Hinter der Kette der Musketiere stehend, verkündete Muckenfüßl das pröpstliche Edikt auf Konfiskation aller Schützengewehre. Jedem reumütigen Subjekt sei die Gnade des Fürsten zugesagt, jedem Widerspenstigen das strengste Gericht. Zur Ermahnung der Seelen sei von einer fürsorglichen Obrigkeit beschlossen worden, jede Gnotschaft des Landes mit achtzig Musketieren und fünfzig Dragonern samt Rössl zu belegen, für deren Bedarf an Zehrung und Trank die Gnotschaft aufzukommen hätte, insolang, als eine Besserung des rebellischen Geistes nicht in glaubhaftem Ausmaß sichtbar würde. Nach dieser Verkündigung formierten die Musketiere eine Gasse durch den ganzen Saal. Eine Gnotschaft nach der anderen wurde aufgerufen. Wenn die Männer, die zur gleichen Gnotschaft gehörten, alle beisammen waren, wurden sie paarweis abgeführt. Einige Burschen, die sich unehrerbietig zu äußern wagten, wurden verhaftet. Auch einen von den vier Trägern der "schön und gottselig gestorben" Moidi von Unterstein - den Christl Haynacher - musste man festnehmen. Bei seiner Verhaftung gebärdete sich der Hirn verdrehte Suspiziosus, wie Muckenfüßl ihn nannte, so rebellisch, dass die Anwendung von eisernen Handschellen nötig wurde.

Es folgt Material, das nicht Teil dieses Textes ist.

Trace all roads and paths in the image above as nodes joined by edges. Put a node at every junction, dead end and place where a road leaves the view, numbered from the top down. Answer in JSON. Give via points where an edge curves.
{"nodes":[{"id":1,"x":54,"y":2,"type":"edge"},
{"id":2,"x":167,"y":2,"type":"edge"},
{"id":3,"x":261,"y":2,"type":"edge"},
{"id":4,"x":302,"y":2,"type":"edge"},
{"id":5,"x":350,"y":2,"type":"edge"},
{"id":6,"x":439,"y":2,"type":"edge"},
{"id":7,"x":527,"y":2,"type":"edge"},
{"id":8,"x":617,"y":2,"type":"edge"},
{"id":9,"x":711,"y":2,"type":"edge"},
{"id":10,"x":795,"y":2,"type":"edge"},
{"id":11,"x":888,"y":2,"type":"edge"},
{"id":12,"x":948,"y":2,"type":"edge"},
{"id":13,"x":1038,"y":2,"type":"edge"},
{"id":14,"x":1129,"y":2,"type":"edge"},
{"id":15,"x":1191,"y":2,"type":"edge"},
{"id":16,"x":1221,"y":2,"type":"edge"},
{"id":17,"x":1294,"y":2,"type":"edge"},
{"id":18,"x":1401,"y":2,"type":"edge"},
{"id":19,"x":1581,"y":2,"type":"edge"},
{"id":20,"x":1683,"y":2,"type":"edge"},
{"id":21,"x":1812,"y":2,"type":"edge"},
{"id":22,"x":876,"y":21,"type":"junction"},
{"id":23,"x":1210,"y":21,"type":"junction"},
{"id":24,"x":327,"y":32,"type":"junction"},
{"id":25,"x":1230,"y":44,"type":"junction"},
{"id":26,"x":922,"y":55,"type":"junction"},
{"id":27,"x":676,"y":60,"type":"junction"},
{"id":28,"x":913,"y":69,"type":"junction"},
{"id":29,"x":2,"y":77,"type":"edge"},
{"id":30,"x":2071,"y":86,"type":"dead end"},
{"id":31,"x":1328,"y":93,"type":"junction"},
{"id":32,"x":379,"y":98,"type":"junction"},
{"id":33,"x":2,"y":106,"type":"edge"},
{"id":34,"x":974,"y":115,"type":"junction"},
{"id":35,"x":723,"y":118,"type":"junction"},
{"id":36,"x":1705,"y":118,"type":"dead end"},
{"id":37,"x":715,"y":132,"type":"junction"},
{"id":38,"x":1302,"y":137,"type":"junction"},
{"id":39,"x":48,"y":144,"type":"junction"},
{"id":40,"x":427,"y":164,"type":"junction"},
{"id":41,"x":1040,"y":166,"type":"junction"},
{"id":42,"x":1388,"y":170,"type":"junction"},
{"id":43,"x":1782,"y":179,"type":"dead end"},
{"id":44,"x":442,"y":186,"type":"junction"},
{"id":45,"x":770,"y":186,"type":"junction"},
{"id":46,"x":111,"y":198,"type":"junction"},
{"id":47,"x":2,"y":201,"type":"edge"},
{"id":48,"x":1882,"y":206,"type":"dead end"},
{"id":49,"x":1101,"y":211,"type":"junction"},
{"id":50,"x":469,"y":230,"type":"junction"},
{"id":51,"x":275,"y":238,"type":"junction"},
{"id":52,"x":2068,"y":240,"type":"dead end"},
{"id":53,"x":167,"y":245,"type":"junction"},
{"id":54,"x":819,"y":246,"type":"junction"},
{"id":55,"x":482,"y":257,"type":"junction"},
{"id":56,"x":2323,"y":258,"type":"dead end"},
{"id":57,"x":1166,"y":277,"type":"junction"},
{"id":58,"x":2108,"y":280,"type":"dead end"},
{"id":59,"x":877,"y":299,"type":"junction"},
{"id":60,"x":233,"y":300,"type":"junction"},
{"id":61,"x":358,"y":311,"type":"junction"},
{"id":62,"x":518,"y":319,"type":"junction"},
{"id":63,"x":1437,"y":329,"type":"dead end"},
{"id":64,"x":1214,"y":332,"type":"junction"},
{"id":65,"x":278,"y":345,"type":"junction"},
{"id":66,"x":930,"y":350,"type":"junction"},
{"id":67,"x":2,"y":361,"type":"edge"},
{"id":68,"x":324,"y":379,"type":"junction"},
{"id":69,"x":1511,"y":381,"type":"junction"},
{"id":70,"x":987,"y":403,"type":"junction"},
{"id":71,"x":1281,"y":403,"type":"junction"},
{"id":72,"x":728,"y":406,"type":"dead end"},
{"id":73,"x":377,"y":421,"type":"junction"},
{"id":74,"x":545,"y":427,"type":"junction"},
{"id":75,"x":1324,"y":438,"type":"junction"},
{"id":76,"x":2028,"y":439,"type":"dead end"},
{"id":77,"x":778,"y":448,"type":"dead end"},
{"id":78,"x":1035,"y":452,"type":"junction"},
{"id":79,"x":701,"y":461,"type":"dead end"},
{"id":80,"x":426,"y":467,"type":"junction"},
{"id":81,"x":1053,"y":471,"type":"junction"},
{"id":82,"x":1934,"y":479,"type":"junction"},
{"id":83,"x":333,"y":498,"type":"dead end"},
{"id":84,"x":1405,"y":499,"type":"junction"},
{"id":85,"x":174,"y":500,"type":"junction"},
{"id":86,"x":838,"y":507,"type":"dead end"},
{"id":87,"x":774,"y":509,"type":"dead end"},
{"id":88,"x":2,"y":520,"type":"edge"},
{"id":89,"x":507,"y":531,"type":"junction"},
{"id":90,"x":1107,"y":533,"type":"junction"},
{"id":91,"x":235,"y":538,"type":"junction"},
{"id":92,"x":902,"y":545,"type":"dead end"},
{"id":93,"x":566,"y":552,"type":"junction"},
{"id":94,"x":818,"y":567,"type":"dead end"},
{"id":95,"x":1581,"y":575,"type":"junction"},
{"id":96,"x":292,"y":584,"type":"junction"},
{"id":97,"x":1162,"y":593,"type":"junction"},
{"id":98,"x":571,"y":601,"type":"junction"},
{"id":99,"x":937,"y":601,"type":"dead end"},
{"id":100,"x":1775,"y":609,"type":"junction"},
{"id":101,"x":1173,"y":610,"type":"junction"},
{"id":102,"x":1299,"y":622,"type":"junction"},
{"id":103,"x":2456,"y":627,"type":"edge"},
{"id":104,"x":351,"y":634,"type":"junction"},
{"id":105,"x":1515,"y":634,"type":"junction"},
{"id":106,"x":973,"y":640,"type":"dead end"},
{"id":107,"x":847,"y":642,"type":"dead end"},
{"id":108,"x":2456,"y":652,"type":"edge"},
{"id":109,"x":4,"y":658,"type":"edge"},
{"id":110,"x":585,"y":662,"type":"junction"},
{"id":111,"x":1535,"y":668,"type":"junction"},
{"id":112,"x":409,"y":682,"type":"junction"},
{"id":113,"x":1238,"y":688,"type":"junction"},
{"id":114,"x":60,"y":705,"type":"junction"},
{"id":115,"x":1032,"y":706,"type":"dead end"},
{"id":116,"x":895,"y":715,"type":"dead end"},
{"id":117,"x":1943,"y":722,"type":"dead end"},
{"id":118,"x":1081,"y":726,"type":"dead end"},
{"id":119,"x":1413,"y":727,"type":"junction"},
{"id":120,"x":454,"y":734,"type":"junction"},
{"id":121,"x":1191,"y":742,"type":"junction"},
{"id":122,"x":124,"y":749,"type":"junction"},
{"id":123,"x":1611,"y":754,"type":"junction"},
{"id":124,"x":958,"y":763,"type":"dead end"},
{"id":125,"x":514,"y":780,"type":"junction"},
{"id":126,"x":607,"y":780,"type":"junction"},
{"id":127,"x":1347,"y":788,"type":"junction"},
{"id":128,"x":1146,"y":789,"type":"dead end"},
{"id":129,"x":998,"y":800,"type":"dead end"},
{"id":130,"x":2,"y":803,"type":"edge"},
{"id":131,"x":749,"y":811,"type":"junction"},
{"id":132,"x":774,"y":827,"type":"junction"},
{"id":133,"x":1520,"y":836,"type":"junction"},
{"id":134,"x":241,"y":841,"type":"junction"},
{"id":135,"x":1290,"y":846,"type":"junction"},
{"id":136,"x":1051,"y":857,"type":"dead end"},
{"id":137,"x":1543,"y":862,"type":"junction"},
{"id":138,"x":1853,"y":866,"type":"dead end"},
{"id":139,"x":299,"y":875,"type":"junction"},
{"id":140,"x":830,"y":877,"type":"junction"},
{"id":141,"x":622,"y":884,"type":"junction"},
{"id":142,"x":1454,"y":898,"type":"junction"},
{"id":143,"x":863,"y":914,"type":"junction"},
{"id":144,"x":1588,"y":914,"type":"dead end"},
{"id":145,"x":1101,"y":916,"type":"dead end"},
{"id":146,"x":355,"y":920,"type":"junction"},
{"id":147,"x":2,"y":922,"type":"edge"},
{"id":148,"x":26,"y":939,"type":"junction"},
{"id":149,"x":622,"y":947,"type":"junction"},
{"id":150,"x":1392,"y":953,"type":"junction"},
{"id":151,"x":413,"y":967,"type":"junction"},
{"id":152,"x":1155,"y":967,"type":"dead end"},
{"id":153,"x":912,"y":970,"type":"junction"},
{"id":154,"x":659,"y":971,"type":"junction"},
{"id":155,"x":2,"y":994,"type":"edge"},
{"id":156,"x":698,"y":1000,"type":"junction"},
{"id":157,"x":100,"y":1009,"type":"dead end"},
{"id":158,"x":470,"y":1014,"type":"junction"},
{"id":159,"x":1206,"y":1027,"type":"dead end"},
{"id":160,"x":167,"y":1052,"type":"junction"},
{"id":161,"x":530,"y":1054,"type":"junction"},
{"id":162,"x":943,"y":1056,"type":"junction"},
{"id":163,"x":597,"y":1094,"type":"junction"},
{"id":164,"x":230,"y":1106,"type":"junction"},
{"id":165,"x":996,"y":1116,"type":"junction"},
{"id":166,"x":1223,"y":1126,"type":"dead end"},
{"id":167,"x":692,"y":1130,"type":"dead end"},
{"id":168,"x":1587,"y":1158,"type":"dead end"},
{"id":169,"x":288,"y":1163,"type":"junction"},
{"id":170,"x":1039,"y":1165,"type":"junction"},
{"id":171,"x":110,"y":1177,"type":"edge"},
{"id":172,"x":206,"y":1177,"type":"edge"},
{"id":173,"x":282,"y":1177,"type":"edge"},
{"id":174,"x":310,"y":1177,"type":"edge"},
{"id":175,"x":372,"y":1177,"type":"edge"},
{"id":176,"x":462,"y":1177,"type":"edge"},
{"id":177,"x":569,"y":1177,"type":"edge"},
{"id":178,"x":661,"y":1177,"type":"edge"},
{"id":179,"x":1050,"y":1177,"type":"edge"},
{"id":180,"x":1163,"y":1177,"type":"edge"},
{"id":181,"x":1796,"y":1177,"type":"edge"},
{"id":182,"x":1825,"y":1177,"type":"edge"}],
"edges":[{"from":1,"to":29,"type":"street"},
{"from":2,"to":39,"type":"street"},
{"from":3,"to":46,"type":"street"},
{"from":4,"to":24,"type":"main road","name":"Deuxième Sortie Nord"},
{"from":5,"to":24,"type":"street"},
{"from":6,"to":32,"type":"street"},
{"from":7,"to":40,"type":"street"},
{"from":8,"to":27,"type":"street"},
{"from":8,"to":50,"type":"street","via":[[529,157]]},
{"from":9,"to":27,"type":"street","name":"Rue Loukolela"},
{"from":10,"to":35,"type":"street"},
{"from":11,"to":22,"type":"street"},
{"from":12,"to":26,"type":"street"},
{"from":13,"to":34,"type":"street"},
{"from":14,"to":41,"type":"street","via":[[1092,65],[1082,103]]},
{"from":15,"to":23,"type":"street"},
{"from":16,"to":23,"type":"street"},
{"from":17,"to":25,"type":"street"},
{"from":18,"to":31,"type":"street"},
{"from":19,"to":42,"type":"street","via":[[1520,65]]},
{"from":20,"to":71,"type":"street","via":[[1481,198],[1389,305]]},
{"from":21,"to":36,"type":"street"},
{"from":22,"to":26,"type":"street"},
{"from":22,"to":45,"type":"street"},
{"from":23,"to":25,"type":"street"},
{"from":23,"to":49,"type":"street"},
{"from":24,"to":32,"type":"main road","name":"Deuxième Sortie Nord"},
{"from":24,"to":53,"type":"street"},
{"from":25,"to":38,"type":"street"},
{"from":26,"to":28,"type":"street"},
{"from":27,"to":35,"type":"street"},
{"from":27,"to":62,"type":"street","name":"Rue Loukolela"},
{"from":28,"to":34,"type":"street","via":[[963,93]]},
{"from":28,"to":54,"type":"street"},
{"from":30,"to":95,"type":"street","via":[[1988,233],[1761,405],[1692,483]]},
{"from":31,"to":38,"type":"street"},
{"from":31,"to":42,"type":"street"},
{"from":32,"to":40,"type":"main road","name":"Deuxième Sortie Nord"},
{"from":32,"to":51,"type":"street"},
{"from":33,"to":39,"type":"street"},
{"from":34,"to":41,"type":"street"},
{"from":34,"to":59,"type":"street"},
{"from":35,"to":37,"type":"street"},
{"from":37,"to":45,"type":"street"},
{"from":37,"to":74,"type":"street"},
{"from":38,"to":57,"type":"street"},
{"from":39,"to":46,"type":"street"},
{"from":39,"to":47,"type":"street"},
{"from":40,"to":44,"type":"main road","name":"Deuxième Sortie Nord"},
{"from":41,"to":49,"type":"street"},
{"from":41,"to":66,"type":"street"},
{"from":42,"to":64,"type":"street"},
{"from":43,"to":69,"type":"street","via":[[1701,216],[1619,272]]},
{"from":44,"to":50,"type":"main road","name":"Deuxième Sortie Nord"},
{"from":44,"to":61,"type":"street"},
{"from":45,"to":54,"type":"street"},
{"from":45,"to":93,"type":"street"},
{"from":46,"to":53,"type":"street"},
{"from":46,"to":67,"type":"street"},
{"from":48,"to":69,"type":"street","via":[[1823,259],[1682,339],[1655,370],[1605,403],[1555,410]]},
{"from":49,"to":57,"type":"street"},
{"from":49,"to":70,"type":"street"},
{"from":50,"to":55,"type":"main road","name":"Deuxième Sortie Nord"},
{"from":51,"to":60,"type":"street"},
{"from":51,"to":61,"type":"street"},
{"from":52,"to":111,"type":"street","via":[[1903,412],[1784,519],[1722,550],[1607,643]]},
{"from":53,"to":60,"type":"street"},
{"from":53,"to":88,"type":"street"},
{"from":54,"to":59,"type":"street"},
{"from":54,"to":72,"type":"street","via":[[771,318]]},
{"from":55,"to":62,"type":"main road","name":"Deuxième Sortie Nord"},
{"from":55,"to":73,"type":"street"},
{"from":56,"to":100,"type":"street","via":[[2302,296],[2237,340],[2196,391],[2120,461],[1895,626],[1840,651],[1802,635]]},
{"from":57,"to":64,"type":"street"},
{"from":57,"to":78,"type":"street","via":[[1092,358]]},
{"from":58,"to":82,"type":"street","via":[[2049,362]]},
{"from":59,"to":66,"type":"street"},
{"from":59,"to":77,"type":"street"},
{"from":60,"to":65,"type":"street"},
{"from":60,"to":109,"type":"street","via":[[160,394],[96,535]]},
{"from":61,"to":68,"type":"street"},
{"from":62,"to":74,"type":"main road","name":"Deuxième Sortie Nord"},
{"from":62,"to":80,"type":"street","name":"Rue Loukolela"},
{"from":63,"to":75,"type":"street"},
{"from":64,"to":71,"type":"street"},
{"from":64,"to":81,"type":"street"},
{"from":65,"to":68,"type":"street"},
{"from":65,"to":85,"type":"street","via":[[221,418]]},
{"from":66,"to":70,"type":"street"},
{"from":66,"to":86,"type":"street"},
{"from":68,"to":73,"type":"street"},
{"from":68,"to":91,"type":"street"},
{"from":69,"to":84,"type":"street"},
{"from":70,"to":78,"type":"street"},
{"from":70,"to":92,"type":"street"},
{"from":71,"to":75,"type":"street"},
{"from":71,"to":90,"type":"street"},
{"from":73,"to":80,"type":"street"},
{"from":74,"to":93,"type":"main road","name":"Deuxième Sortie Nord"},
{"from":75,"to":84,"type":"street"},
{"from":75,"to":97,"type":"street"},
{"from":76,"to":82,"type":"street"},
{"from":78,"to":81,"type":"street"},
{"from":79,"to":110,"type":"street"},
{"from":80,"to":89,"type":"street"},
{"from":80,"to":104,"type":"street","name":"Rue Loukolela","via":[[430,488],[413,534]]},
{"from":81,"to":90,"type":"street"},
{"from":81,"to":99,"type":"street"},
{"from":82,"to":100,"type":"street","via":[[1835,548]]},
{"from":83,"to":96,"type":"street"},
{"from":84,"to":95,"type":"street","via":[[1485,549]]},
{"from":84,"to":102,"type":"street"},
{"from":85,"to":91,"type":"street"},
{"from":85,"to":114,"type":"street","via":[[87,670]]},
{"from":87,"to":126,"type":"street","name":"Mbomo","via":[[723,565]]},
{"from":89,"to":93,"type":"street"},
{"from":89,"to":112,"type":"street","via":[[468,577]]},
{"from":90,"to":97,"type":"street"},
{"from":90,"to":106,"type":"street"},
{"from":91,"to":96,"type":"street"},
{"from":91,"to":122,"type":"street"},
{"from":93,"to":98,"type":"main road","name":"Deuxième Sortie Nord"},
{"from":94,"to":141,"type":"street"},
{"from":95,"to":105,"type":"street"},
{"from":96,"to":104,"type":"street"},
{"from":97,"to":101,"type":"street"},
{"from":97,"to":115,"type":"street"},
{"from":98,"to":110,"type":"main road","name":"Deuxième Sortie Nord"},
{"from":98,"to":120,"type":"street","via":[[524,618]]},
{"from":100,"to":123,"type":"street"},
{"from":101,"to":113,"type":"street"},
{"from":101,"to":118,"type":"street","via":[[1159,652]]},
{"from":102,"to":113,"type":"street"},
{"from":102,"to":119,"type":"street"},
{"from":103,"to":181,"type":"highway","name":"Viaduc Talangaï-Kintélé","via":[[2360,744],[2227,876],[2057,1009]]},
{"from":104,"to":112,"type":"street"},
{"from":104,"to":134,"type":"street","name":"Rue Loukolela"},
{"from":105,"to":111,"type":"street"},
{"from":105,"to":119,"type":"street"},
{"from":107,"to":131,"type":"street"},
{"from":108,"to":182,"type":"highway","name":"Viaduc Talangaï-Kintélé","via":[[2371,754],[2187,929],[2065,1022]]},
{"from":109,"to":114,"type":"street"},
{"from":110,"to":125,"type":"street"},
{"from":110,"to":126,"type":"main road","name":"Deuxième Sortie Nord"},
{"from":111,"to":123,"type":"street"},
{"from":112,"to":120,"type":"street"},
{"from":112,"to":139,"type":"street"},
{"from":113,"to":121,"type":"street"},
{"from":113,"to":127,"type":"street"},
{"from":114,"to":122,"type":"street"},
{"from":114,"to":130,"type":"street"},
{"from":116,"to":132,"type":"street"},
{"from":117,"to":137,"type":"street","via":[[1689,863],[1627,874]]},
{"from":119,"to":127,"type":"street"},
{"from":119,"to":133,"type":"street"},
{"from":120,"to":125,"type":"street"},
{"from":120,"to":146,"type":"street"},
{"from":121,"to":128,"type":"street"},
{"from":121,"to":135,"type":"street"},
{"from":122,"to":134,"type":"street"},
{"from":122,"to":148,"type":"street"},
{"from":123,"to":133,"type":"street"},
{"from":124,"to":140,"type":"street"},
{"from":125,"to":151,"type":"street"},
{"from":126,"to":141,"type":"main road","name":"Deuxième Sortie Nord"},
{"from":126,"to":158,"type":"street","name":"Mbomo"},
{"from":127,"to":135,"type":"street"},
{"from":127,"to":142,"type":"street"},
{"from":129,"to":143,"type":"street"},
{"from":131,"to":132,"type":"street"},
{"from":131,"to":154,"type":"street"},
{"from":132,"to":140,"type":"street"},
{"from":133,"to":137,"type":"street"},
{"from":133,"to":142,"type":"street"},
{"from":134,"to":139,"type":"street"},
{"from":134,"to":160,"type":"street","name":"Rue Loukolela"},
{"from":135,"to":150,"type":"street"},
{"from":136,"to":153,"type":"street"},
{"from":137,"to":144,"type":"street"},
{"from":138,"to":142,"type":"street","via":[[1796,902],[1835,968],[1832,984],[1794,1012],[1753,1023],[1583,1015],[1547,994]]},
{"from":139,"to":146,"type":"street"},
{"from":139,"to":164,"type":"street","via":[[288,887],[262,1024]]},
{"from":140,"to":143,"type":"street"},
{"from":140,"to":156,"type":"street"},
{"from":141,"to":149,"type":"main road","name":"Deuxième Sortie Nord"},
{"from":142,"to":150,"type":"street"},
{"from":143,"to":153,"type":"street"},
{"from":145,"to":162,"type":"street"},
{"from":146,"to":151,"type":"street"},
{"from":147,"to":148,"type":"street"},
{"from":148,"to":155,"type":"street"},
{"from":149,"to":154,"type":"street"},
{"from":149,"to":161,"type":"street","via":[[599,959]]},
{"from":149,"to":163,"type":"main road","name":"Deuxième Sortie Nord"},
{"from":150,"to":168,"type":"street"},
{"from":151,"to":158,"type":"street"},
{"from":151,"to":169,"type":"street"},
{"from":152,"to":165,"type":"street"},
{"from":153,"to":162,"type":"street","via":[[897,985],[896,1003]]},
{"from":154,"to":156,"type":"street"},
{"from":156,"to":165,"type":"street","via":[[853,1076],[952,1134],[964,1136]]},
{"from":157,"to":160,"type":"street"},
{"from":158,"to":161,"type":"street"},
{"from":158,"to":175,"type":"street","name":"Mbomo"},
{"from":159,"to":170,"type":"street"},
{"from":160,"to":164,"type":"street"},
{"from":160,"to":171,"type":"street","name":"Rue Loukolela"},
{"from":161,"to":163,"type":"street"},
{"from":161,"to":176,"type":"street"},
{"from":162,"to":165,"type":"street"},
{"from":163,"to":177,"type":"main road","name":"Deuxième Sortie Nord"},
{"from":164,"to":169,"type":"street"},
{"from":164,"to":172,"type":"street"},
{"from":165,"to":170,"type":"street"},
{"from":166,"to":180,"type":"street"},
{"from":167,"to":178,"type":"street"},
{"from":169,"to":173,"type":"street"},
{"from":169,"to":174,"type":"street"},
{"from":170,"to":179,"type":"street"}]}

Draußen im Schnee, zwischen Mahlsaal und Schützenhalle, standen, gleichmäßig abgezählt und in militärischer Ordnung ausgerichtet, für jede Gnotschaft die achtzig Musketiere und die fünfzig berittenen Dragoner parat. Bei jedem Trupp - gleich einem Leutnant neben seiner Kompanie -befand sich ein Kapuziner.

Die Abwanderung der Gnotschaftsleute mit ihrer militärischen Bedeckung dauerte bis in die Dunkelheit. Und die Soldaten, die ihr Quartier zu Berchtesgaden bekamen, bewiesen noch vor Anbruch der Nacht, dass sie nicht nur dem Himmel, sondern auch der Kunst zu dienen vermochten. Mit großen Töpfen und langen Tüncherpinseln wanderten sie durch die Gassen und bemalten an jedem Haus, in welchem ein der Ketzerliste Einverleibter wohnte, die Türen und Fensterstöcke mit knallroter Farbe.